De février 1997 à décembre 1998, Mme et M. D. ainsi que leur fille subissent quotidiennement les insultes et les menaces de mort de Mme C., de M. C. et de leur fils : (« tu vas crever putain, on va crever ton mari, tu as intérêt à enlever ta fille de l’école, elle va crever aussi »).

M. Deron porte plainte contre F. C. pour coups et blessures volontaires, et contre le maire (M. L.) pour non-assistance à personne en danger. Mme D. porte plainte contre C.C. pour harcèlement sexuel et agression sexuelle, plainte contre X pour viol, plainte contre M. L. pour complicité d’agressions et de harcèlement sexuels et plainte contre Mme C. pour injures et menaces de mort.

Le scandale de « l'(in)justice »

Refusant le risque de classement sans suite de ses plaintes par le parquet, Mme D. se constitue partie civile ; elle devra payer 30 000 francs de consignation pour que ses plaintes soient instruites.
L’enquête se fait à charge contre Mme D. La juge d’instruction fait sienne la thèse des gendarmes selon laquelle « Mme D. et M.C. avaient entretenu une liaison sentimentale à l’origine d’un vaste contentieux entre les familles D. et C. ayant entraîné une dégradation importante du climat relationnel au sein du village de M. ». (Ordonnance de non-lieu du 22 novembre 2001, p. 3) Tous les éléments qui démentent cette thèse sont écartés. Une femme entendue dans le cadre de l’enquête, a dénoncé ce parti pris dans une lettre adressée à l’AVFT en décembre1999. Elle écrit : « Je viens de prendre connaissance de la synthèse de la commission rogatoire établie par la gendarmerie pour l’affaire de Mme D. (…). Je suis stupéfaite et outrée dans l’interprétation que fait la gendarmerie sur l’un de mes témoignages ce qui ne reflète pas ce que j’ai vu et ce que j’ai dit lors de l’audition ; ils n’ont ressorti que des points insignifiants de ma déclaration« .

Mme D. ne sera jamais entendue par un juge d’instruction pour le crime de viol. Aucune analyse du sang retrouvé, aucune recherche de trace ADN ne seront effectuées. Les gendarmes ne jugeront pas utile de procéder à une reconstitution.
Le 22 novembre 2001, la juge d’instruction a rendu une ordonnance de non-lieu déboutant Mme D. de l’ensemble de ses plaintes et la condamnant à 4 573 euros (soit 30 000 francs) d’amende pour procédure abusive estimant qu’elle « a entendu poursuivre un but inspiré (…) par le souci de nuire gratuitement à J. L. » (ordonnance de non-lieu p. 8).

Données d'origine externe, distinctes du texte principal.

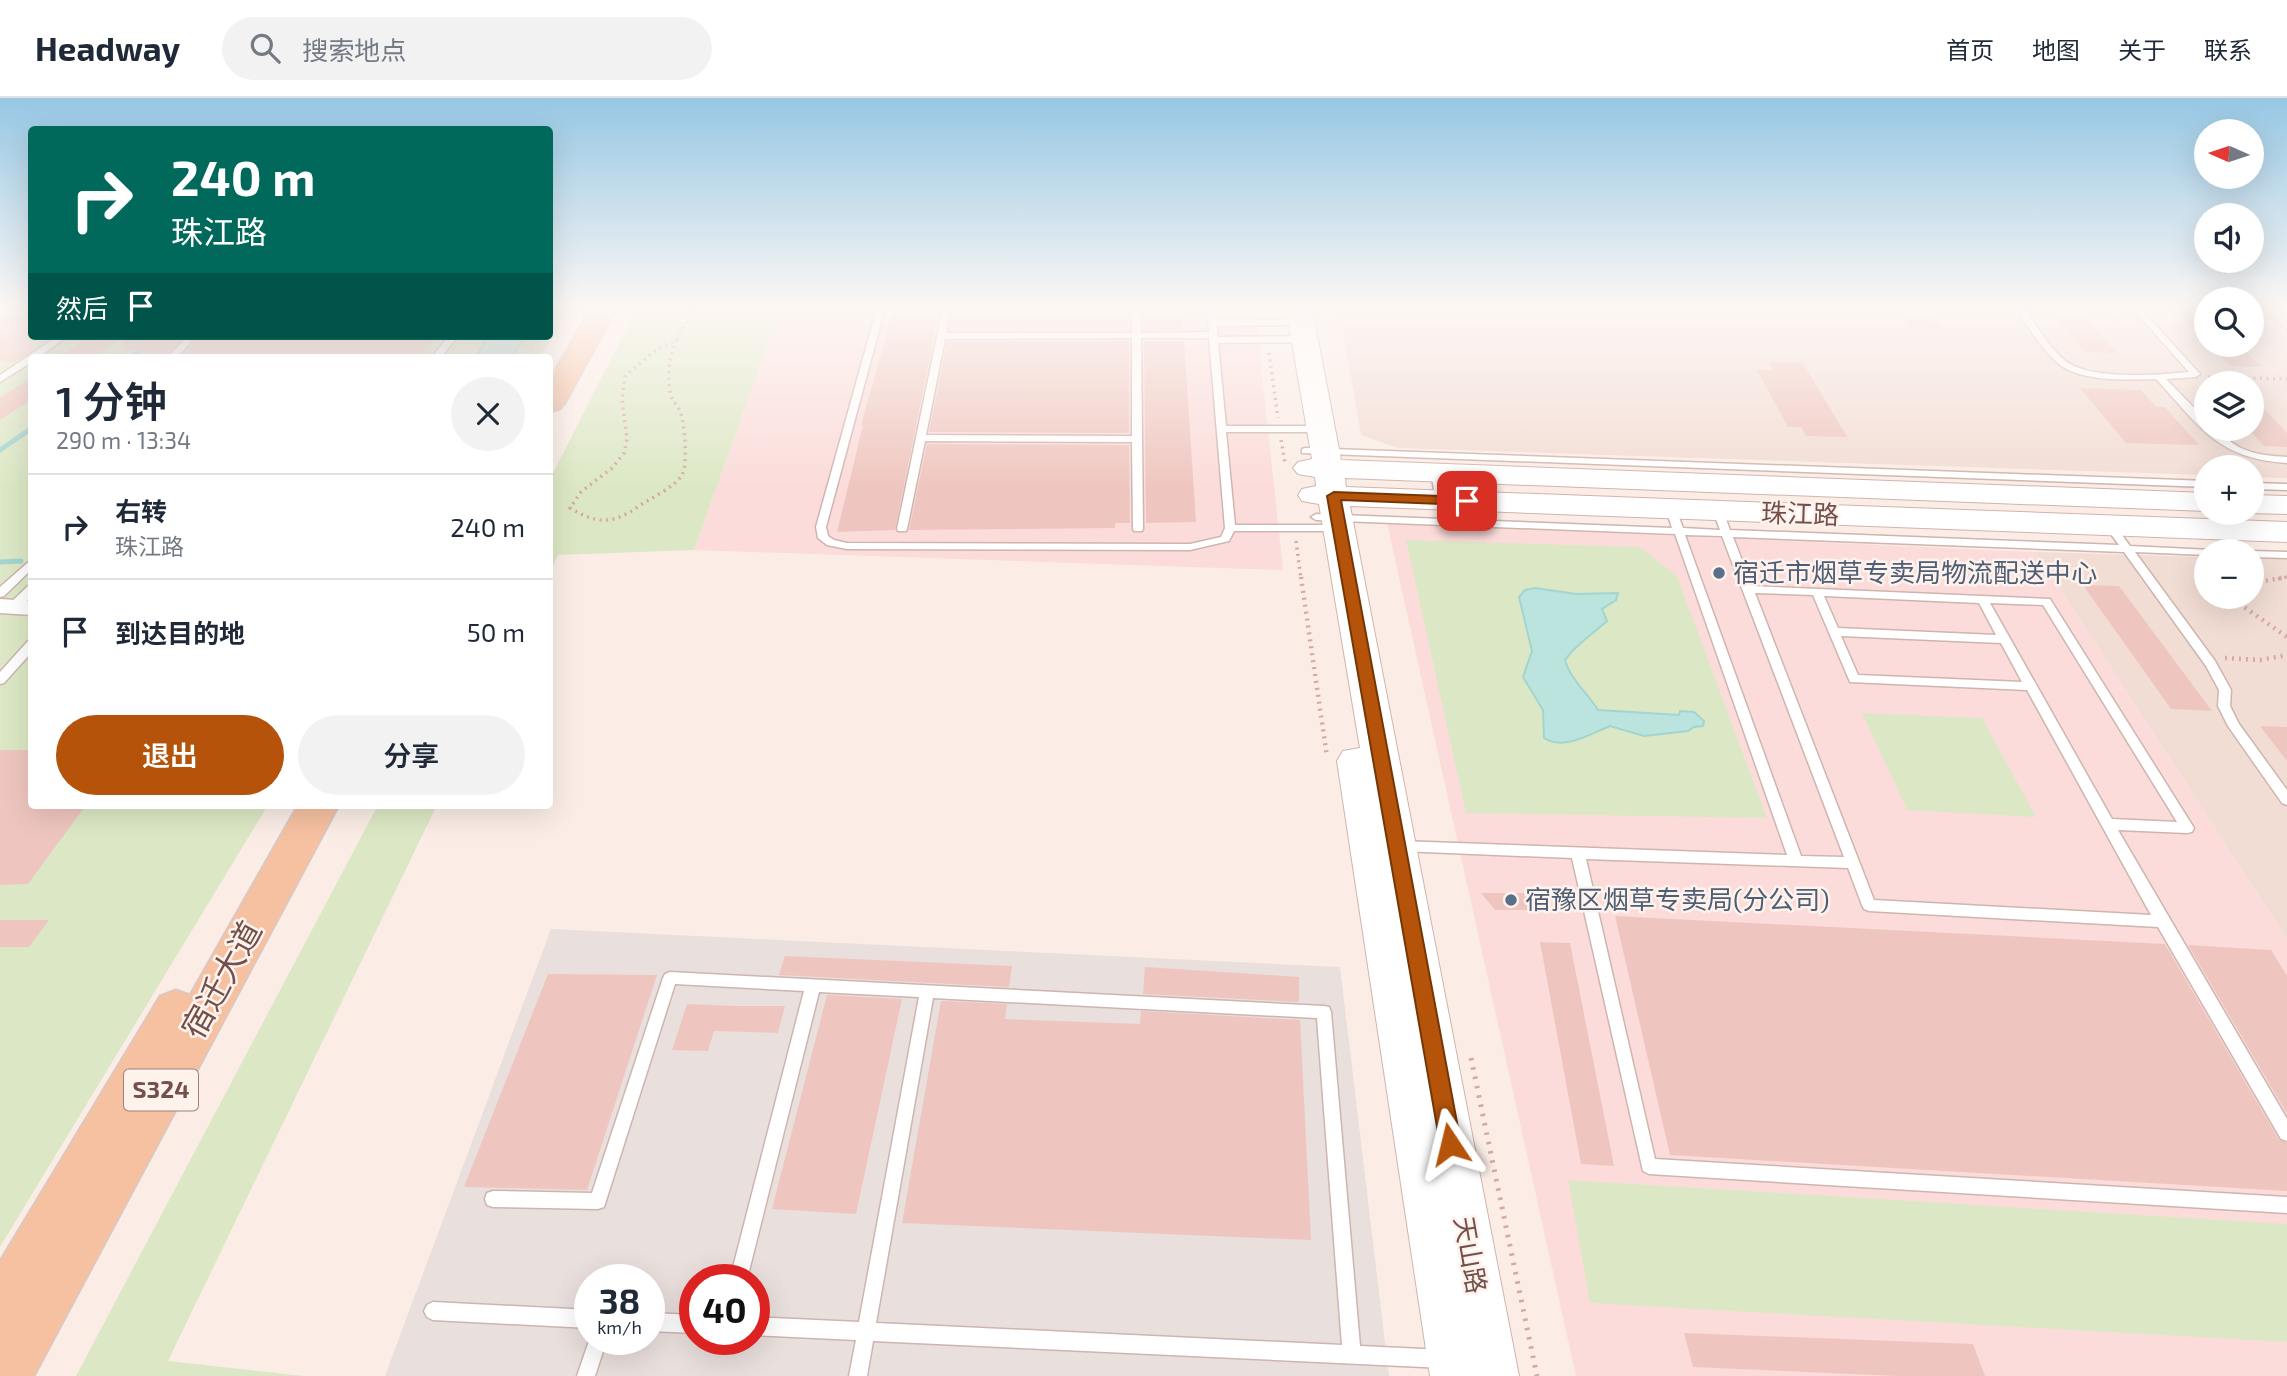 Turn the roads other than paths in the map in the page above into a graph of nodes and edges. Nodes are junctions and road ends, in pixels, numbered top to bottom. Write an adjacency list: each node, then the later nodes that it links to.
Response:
1 (17, 368): 11 (lane)
2 (570, 368): 12 (main road)
3 (865, 368): 30 (lane)
4 (934, 368): 15 (lane)
5 (1137, 368): 16 (lane)
6 (1216, 368): 14 (lane)
7 (1301, 368): 19 (street, 天山路)
8 (2074, 368): 10 (lane)
9 (2190, 368): 10 (lane)
10 (2158, 376): 13 (lane)
11 (0, 379)
12 (553, 398)
13 (2194, 413)
14 (1222, 429): 19 (lane); 30 (lane)
15 (920, 438): 16 (lane); 29 (lane)
16 (1138, 439): 31 (lane)
17 (2225, 441): 18 (lane)
18 (2287, 460)
19 (1321, 482): 20 (lane); 21 (street, 珠江路); 27 (lane); 30 (lane); 52 (street, 天山路); 70 (street, 天山路)
20 (2194, 484)
21 (1439, 486): 24 (street, 珠江路); 27 (street, 珠江路)
22 (2264, 486): 23 (lane)
23 (2287, 487)
24 (2194, 502)
25 (2264, 504): 26 (street)
26 (2287, 505)
27 (1675, 520): 28 (street, 珠江路); 54 (lane)
28 (1723, 522): 33 (street, 珠江路); 38 (lane)
29 (902, 528)
30 (1230, 528)
31 (1138, 529)
32 (2287, 532): 33 (street, 珠江路)
33 (2119, 537): 34 (lane); 48 (lane)
34 (2194, 550)
35 (2264, 554): 36 (lane)
36 (2287, 555)
37 (28, 570): 42 (lane)
38 (1748, 589): 40 (lane); 55 (lane)
39 (28, 592): 42 (lane)
40 (1817, 592): 41 (lane); 43 (lane)
41 (1982, 599): 44 (lane); 51 (lane)
42 (11, 603)
43 (1834, 632): 44 (lane); 47 (lane)
44 (2004, 639): 47 (lane)
45 (28, 648): 46 (lane)
46 (0, 680)
47 (2030, 685): 51 (lane)
48 (2287, 800)
49 (293, 809): 64 (main road, 宿迁大道 / S324)
50 (318, 809): 71 (main road, 宿迁大道 / S324)
51 (2108, 824): 56 (lane)
52 (1397, 846): 53 (lane); 70 (street, 天山路)
53 (1578, 853): 54 (lane); 61 (lane)
54 (1796, 861): 55 (lane)
55 (1853, 863): 56 (lane)
56 (2162, 921): 59 (lane)
57 (813, 986): 58 (lane); 60 (lane); 62 (lane)
58 (927, 992): 67 (lane); 68 (lane)
59 (2287, 1135)
60 (493, 1199)
61 (2287, 1205)
62 (743, 1264)
63 (433, 1311): 65 (lane)
64 (0, 1313)
65 (574, 1318)
66 (770, 1327): 67 (lane)
67 (867, 1332): 68 (lane); 73 (lane)
68 (1352, 1354): 70 (lane)
69 (593, 1355): 72 (lane)
70 (1473, 1368)
71 (4, 1376)
72 (586, 1376)
73 (858, 1376)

Mme D. et l’AVFT ont interjeté appel.
Cet appel a été examiné par la Chambre d’instruction de la Cour d’appel de Montpellier le 16 mai 2002. Au cours de l’audience, l’avocat de Mme D., Me Simon et la représentante de l’AVFT, C. Le Magueresse ont dénoncé le parti pris de l’enquête et de l’instruction. Les contre-vérités, les erreurs contenues dans l’ordonnance de non-lieu ont été prouvées.
L’Avocat général a néanmoins considéré que le harcèlement sexuel et les agressions sexuelles n’étaient pas établis aux motifs qu' »il n’y a pas de témoins », que l' »on reste dans l’état d’une opposition entre deux personnes », « que la preuve n’est pas rapportée ».
Quant à la plainte contre X pour viol, M. l’Avocat général a déclaré : » ce n’est pas sérieux »… Après avoir nié l’éventualité du viol, il a poursuivi en disant : « Et même s’il y avait viol, des victimes qui ne sont pas capables de donner un signalement, en vingt ans, je n’ai jamais vu ça; une femme sodomisée qui ne voit rien… » Il a conclu par « il y a des moments où il faut faire du droit et ne pas chercher à prolonger cette affaire ».

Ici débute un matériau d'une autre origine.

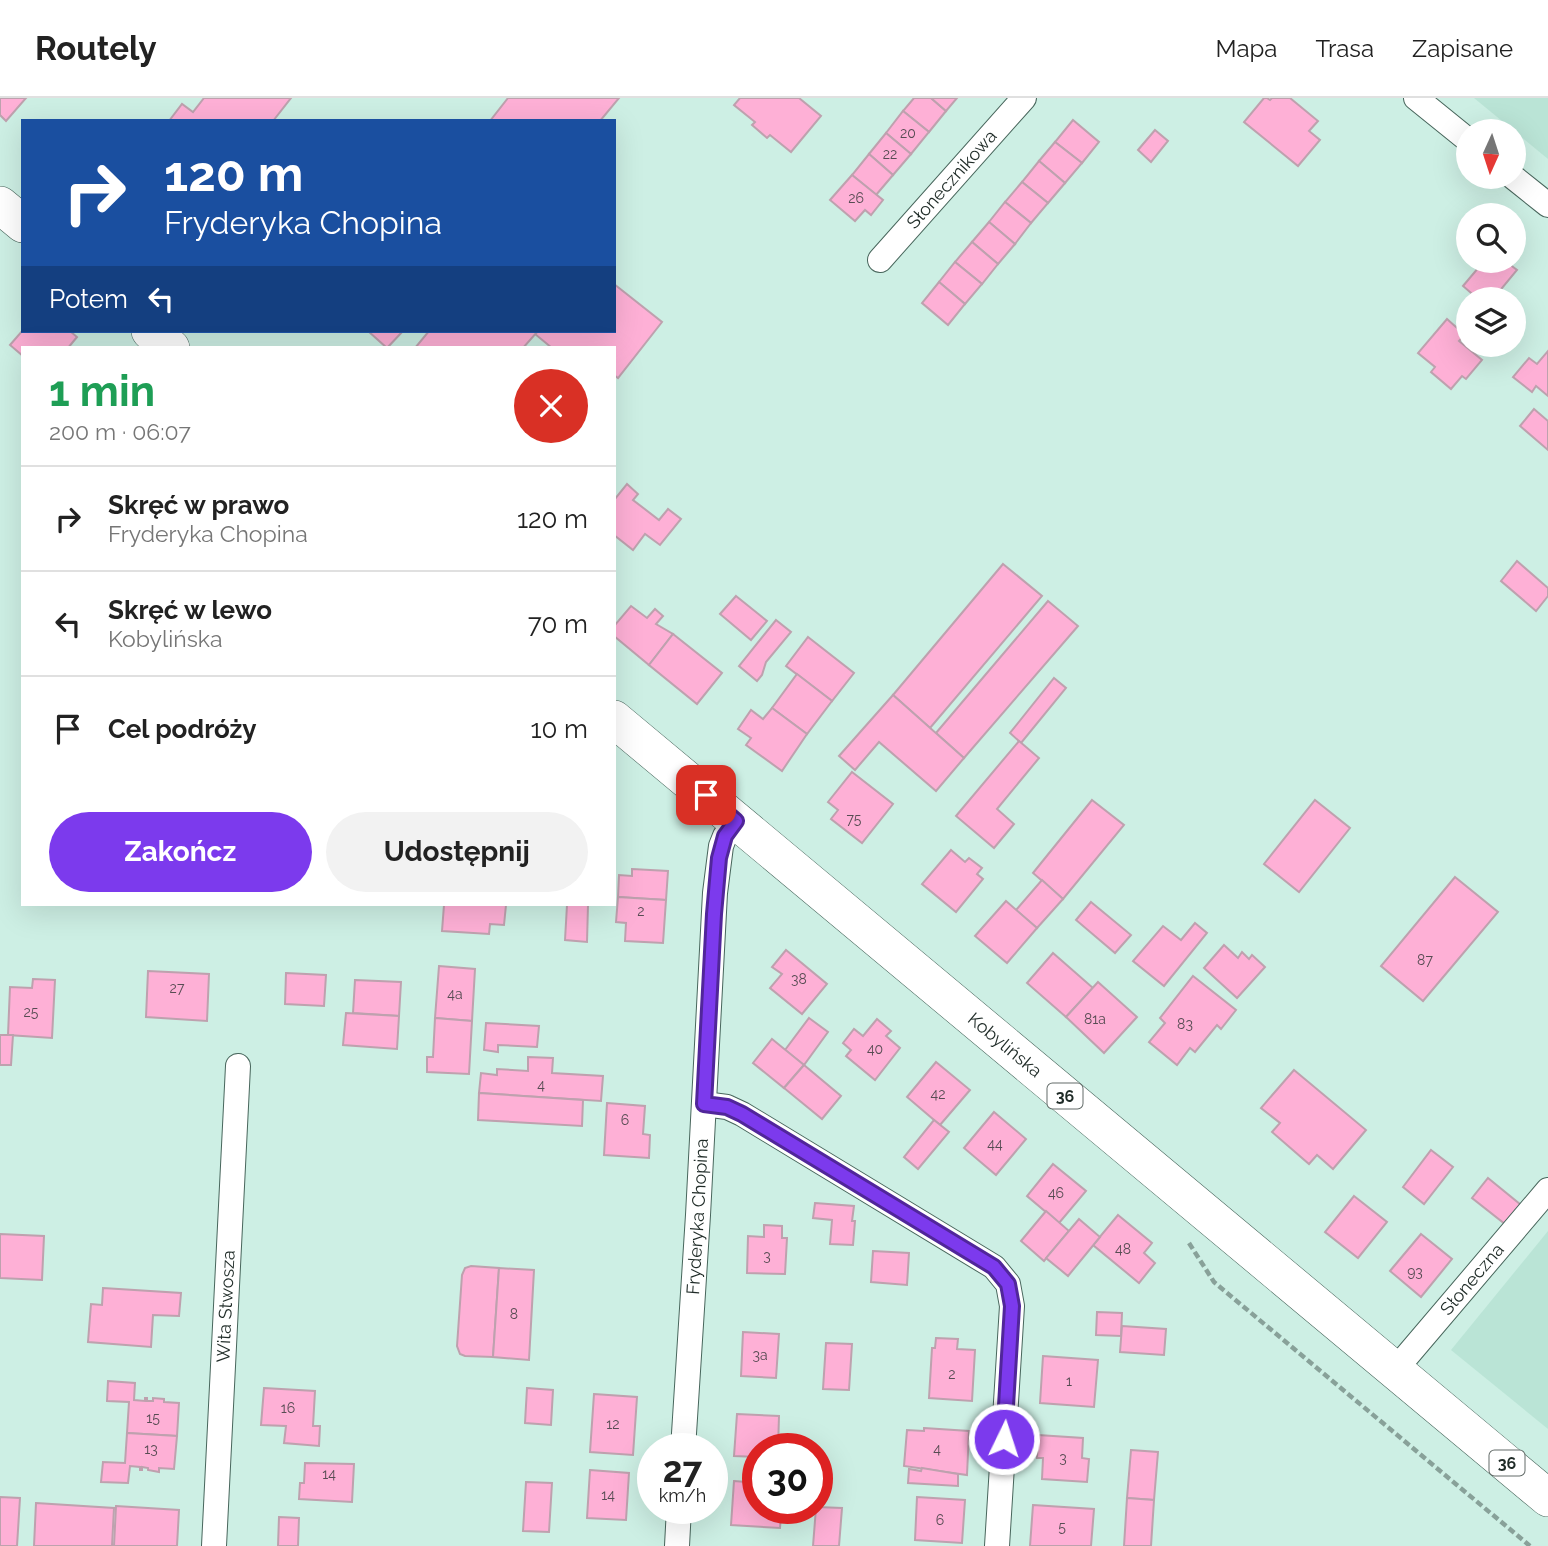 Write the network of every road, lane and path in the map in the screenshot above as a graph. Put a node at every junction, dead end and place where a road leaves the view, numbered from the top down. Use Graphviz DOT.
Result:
graph roads {
  1 [pos="1024,98"];
  2 [pos="1416,98"];
  3 [pos="1456,130"];
  4 [pos="1526,187"];
  5 [pos="0,205"];
  6 [pos="1548,205"];
  7 [pos="21,222"];
  8 [pos="880,260"];
  9 [pos="152,333"];
  10 [pos="169,346"];
  11 [pos="616,721"];
  12 [pos="736,821"];
  13 [pos="238,1066"];
  14 [pos="704,1104"];
  15 [pos="1548,1190"];
  16 [pos="1186,1240"];
  17 [pos="1395,1370"];
  18 [pos="684,1433"];
  19 [pos="1548,1498"];
  20 [pos="678,1524"];
  21 [pos="214,1546"];
  22 [pos="677,1546"];
  23 [pos="997,1546"];
  24 [pos="1530,1546"];
  1 -- 8 [label="street, Słonecznikowa"];
  2 -- 3 [label="street"];
  4 -- 6 [label="street"];
  5 -- 7 [label="main road"];
  9 -- 10 [label="main road"];
  11 -- 12 [label="main road, Kobylińska / 36"];
  12 -- 14 [label="street, Fryderyka Chopina"];
  12 -- 17 [label="main road, Kobylińska / 36"];
  13 -- 21 [label="street, Wita Stwosza"];
  14 -- 18 [label="street, Fryderyka Chopina"];
  14 -- 23 [label="street"];
  15 -- 17 [label="street, Słoneczna"];
  16 -- 24 [label="path"];
  17 -- 19 [label="main road, 36"];
  20 -- 22 [label="street"];
}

Que Mme D. ait été retrouvée inanimée au milieu de traces de sang, les dents cassées, les cervicales déplacées et blessée par le viol, est pour l’Avocat Général sans valeur probante quant à la réalité de ce crime…

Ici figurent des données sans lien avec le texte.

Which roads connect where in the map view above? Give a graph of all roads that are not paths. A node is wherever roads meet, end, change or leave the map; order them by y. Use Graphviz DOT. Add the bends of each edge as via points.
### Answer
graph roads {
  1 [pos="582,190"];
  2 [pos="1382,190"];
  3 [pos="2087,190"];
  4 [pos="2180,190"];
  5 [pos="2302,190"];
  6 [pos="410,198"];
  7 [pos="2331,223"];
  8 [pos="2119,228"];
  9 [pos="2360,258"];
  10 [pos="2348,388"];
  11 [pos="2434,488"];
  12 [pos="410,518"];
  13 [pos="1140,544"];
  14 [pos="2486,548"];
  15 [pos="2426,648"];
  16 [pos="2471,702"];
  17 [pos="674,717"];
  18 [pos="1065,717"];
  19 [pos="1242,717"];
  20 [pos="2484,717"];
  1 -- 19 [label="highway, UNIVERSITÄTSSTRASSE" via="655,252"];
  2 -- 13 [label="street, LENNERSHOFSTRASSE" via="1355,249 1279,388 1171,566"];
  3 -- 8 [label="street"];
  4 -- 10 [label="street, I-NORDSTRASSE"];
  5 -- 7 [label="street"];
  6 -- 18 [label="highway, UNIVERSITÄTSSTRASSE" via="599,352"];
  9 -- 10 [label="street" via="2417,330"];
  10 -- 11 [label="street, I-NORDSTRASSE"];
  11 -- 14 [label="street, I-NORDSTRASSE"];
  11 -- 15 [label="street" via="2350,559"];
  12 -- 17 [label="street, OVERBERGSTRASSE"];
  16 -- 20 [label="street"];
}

Dans son arrêt rendu le 2 juillet 2002 et confirmant l’ordonnance de non-lieu, la Chambre de l’instruction a motivé sa décision en considérant que cette ordonnance était « complète et bien motivée ». Elle a jugé que « le comportement déraisonnable et abusif de Mme D. réglant des comptes personnels par une cascade de plaintes » justifiait sa condamnation à une amende qu’elle a toutefois diminuée à 2 500 euros.

Du danger pour les femmes victimes de violences sexuelles de déposer une plainte

Mme D. témoignera de son expérience judiciaire en ces termes : « on dit aux femmes de parler, de ne pas se taire. C’est ce que j’ai fait et je trouve que je le paie très cher, très, très cher« .

Nous sommes profondément révoltées de constater que les magistrats ont choisi de soutenir l’institution judiciaire et non de mettre en cause l’enquête de la gendarmerie et de l’instruction.

Ce résultat est un déni de justice et un recul pour les droits des femmes. Il vide les lois réprimant les violences sexuelles de toute portée. De tels jugements ont aussi pour fonction de contraindre les femmes au silence.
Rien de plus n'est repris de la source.